_AIM OF THE TASK_
Search the listing for "thumb" and copy every line where it appears.

_INFORMATION PROVIDED_
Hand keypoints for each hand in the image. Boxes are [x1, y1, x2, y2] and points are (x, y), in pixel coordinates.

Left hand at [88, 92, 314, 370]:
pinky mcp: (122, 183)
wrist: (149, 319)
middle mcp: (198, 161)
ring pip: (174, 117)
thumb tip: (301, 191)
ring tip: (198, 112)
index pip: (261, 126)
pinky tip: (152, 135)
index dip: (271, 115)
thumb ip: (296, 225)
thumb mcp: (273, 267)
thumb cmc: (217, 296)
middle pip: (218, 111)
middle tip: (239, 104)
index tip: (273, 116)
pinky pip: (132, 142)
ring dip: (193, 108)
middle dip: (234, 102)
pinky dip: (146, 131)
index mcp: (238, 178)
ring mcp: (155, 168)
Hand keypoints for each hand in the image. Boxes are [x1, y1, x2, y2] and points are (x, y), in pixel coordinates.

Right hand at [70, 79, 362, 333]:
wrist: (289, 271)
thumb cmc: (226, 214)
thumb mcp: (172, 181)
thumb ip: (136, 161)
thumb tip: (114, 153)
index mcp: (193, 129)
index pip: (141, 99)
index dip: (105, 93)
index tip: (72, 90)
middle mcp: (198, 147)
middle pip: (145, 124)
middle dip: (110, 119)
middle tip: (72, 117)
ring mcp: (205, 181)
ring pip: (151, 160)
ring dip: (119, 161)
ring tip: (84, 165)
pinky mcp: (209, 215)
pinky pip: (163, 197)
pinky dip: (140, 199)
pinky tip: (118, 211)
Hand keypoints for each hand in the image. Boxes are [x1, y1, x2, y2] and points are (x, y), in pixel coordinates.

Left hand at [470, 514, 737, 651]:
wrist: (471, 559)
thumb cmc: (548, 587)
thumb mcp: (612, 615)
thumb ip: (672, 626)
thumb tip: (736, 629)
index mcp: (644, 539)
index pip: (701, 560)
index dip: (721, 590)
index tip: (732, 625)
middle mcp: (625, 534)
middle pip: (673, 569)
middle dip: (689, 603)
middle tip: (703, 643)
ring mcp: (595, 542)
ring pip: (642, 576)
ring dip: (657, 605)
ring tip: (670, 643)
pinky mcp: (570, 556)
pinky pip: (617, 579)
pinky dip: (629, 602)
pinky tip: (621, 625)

_EXERCISE RESPONSE_
thumb tip: (301, 191)
thumb ip: (296, 225)
thumb mcp: (273, 267)
thumb cmc: (217, 296)
thumb cmc: (226, 214)
thumb mcp: (172, 181)
thumb ip: (136, 161)
thumb tip: (114, 153)
thumb cmc: (548, 587)
thumb mcp: (612, 615)
thumb ip: (672, 626)
thumb tip: (736, 629)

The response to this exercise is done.